The dinner was exceptional. Grilled salmon with crispy brussels sprouts and a butter lettuce salad with tangerine and goat cheese. During dessert (berries, foam, and a tiny cookie), Barkley started talking up his favorite play, Full Gallop, about former Vogue editor Diana Vreeland.

“I love red,” he said, doing what seemed to be a pretty spot-on impersonation of Diana. “It’s the great clarifier. Curiously, I loathe red with any orange in it.”

Everyone laughed, even Joseph, who clearly didn’t get it.

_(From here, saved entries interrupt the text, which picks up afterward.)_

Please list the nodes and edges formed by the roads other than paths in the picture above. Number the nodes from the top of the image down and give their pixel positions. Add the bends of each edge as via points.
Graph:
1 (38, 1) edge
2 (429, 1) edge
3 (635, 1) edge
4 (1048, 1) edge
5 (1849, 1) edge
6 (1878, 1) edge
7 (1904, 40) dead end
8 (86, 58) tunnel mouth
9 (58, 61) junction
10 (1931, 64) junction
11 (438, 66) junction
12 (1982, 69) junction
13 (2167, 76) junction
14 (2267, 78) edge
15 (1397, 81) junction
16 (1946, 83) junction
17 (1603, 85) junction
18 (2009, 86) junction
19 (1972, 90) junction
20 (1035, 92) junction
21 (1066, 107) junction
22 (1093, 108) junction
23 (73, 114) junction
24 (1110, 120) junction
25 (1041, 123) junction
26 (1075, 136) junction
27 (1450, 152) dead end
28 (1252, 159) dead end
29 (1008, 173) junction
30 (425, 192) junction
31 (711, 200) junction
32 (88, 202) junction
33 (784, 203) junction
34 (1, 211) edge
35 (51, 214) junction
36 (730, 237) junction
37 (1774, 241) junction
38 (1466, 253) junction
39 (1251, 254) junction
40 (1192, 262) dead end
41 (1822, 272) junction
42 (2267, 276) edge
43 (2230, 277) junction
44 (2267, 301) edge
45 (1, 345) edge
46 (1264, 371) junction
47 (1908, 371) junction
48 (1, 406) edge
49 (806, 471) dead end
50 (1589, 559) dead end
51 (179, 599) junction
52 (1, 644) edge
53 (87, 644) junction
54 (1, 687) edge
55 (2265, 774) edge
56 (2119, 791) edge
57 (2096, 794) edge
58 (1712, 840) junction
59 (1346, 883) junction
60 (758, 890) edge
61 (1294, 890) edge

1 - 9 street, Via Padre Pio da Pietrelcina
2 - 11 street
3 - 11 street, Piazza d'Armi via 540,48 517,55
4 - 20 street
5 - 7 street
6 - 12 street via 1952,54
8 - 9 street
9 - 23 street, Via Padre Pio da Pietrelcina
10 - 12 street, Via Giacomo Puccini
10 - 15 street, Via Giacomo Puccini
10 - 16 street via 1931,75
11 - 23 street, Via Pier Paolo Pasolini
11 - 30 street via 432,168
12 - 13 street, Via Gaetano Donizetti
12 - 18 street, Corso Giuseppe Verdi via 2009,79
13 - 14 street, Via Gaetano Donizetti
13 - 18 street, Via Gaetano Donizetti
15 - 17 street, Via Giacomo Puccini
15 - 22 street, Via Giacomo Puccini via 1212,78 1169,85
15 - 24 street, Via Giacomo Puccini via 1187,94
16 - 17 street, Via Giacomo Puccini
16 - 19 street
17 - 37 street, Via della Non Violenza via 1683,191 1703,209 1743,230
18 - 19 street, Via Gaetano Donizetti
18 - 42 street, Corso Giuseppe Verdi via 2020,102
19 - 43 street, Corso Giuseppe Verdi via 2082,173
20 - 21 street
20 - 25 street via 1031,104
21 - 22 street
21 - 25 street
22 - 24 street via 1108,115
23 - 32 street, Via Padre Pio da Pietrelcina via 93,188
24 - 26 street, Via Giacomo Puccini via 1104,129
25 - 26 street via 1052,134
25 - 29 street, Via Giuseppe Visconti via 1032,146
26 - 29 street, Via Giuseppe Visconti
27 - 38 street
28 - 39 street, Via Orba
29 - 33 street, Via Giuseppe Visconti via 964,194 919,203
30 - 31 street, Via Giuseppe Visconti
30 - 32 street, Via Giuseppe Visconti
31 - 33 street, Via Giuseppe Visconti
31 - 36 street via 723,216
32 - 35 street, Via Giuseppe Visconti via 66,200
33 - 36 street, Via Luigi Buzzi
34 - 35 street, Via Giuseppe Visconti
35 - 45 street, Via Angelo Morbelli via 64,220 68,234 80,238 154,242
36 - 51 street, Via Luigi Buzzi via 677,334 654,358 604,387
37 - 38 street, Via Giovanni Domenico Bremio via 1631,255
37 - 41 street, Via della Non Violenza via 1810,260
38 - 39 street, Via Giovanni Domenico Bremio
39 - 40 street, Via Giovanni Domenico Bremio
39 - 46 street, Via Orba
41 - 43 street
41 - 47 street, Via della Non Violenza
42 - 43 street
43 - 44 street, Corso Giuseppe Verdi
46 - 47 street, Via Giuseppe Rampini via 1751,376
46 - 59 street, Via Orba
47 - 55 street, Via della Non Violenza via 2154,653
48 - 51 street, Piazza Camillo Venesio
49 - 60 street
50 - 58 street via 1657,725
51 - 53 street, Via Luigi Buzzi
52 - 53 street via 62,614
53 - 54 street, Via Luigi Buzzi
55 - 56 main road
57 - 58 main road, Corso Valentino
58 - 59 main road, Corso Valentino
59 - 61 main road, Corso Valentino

Mauricio came in with a tray of cappuccinos, and I could hear Sumner barking from whatever room he was confined to. Barkley went on to his impression of some singer who sounded like a baby, and the laughter continued. I popped the last berry into my mouth and thought, Where the hell am I? I hardly know any of these people, and I’m half-drunk sitting next to the King of Austria. One of the things I did notice, however, during the course of Barkley’s histrionics, was Preston. I could tell how much he idolized him, how his bitchy queen persona had left his face entirely and was replaced with a simple boy in love. It was sweet, until I realized that more likely it was a boy infatuated with cashmere and foam and microcookies.

It felt like school. We were all shifted to a different portion of the house for each part of the evening. We ended up in what was called the parlor, on white leather chairs adorned with silvery-blue pillows shaped like large tubes. Preston and Barkley started talking under their breath, and it was clear there was some sort of disagreement. They left, and so did Joseph the trainer, but not before giving me his card with a hand drawn face on the back, one eye blinking.

So it ended up being just me and the guy who everyone called “Michael of Austria.” I know it sounds absurd, but that’s how he was referred to and it somehow worked. I didn’t dare ask his last name. Mounted on the wall above his head was a sculpture by an artist Liv had represented in New York, Patrick Blaine. It was a face that was partly chewed off, as if a shark had taken a bite of it. Blaine was known for pushing the envelope and meshing genres. Michael of Austria saw that I was looking at it and said, with a thick accent and a deep voice, “It is a beautiful piece, no?”